This, inter alia, raises the questions: How will the SDG 15 trade-offs risk change if we move from habitat loss to functional habitat loss as an indicator? Can the use of the new indicator lead to new risk management strategies and policy recommendations? Can we mitigate negative trade-offs with SDG 15? If yes, how, and what new trade-off risks can this cause in relation to other SDGs? What role do citizens and stakeholders play in identifying mitigation measures? We answer these questions by focusing on hydropower and wild reindeer in Norway. Norway is one of the top 10 hydropower producers (IEA 2020) and, in the same areas used for energy production, hosts the last remaining populations of wild mountain reindeer in Europe. Norway is now faced with the challenge of revising, re-structuring, and expanding the renewable energy system while improving conditions for the newly red-listed wild reindeer, and ensuring their long-term conservation, nationally and internationally (Bern Convention, Annex III). To balance the trade-off between conservation and development it is crucial that the cumulative impact of hydropower is assessed and included into simulation-based land planning support tools (van Moorter et al. 2023; van Moorter et al., under revision). In this study, we apply the cutting-edge ConScape software (ConScape — Connected Landscapes; van Moorter et al. 2023; van Moorter 2023) to quantify the amount of functional habitat (i.e., high-quality, and well-connected habitat, see van Moorter et al. 2023) currently available to wild reindeer in an area in south Norway. In addition, we estimate the amount of Equivalent Connected Habitat (ECH) [in km2] that has been lost due to the construction of hydropower reservoir since 1973. We then compare this estimate to the traditional estimates based on square kilometers of land flooded, or of suitable habitat lost—ignoring connectivity. Finally, in addition to this back-casting exercise, we use the same software to forecast changes in habitat functionality under future scenarios, to assess the efficacy of a list of mitigation or offset measures proposed during an extensive stakeholder participatory process. Last, we discuss new SDG-related trade-off risks that these mitigation measures might cause.

Materials and methods

Estimating loss of functional habitat

In several sustainability assessments (e.g., United Nation Environmental Program 2015), the impact of hydropower reservoirs is quantified as the amount of land inundated, which is a very crude estimate. In classical ecological studies, niche modeling approaches are typically used to estimate habitat loss, but typically without accounting for loss of connectivity at the landscape scale. This necessarily underestimates the impacts manifesting beyond the inundated area. Together with a team of ecologists, computer scientists, and network scientists we developed a multistep framework and software (ConScape—Connected Landscapes; van Moorter et al. 2023; van Moorter 2023) to quantify the functionality of the entire ecological network in terms of both habitat quality and connectivity. The procedure integrates niche modeling approaches and network studies, while estimating the cumulative impact of human activities simultaneously on habitat loss and fragmentation. The approach and software have been developed to aid sustainable land planning using reindeer as a case species (see Web App: Panzacchi and van Moorter 2022a; NINA 2022b) but can be applied to any species, as illustrated in another Prototype Web App for green infrastructures (Panzacchi and van Moorter 2022b; NINA 2022a).

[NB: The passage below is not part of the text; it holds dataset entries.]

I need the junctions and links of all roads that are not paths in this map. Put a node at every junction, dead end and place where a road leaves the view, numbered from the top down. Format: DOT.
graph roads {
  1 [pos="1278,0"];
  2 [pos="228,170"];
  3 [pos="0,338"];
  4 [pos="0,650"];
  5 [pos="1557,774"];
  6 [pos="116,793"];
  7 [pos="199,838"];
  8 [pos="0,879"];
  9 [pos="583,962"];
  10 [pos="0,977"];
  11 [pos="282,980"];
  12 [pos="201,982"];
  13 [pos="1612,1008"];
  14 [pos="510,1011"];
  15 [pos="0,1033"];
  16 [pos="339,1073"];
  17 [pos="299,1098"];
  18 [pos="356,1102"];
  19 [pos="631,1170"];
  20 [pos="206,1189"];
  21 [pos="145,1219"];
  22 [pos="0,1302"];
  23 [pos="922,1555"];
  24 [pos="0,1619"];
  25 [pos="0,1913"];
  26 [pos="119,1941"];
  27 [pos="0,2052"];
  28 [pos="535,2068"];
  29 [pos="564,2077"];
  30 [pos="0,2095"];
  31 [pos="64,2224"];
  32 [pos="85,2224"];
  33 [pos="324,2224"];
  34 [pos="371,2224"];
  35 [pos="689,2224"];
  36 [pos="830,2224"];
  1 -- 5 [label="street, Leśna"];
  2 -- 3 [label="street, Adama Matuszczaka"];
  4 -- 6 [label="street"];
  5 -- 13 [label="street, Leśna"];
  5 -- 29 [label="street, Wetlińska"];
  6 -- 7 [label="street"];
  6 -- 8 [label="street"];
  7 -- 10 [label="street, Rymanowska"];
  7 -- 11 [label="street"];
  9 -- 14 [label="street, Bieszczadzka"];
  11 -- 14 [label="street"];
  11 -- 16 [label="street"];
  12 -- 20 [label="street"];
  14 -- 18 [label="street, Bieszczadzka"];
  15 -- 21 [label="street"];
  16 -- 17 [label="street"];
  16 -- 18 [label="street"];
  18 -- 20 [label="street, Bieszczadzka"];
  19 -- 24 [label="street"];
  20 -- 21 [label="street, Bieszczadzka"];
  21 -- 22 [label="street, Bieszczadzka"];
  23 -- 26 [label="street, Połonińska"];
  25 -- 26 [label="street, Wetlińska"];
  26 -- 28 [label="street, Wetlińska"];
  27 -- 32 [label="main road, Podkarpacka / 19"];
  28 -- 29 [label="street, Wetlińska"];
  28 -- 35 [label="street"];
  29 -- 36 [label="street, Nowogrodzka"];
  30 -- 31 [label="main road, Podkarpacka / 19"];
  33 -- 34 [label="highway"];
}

The approach builds on the analysis of species’ occurrence data (GPS positions for more than 400 reindeer throughout the distribution range in Norway) together with a large number of environmental covariates describing vegetation, topography, climate, and infrastructures (e.g., roads, hiking trails, hydropower reservoirs, powerlines, tourist cottages, and private cottages). This multistep approach and all resulting maps for Norway are illustrated in the Web App (Panzacchi and van Moorter 2022a). Data were first analyzed using niche modeling approaches to estimate habitat preferences (or habitat loss; Panzacchi et al. 2015) and permeability to reindeer movements (or fragmentation due to barriers; Panzacchi et al. 2016) for every 100 m pixel in Norway. Although these approaches are widely used to assess habitat loss, the resulting estimates refer to each pixel “in isolation”, irrespective of surrounding areas, and thus ignore a key aspect of ecology: connectivity. We therefore used ConScape (van Moorter et al. 2023; van Moorter 2023) to scale up this classical, pixel-focused approach to a landscape-network perspective. The software uses two input variables (i.e., habitat quality and permeability) and applies advanced network modeling procedures based on the Randomized Shortest Path algorithm (Kivimäki et al. 2014, 2020) to estimate the functionality of the entire landscape.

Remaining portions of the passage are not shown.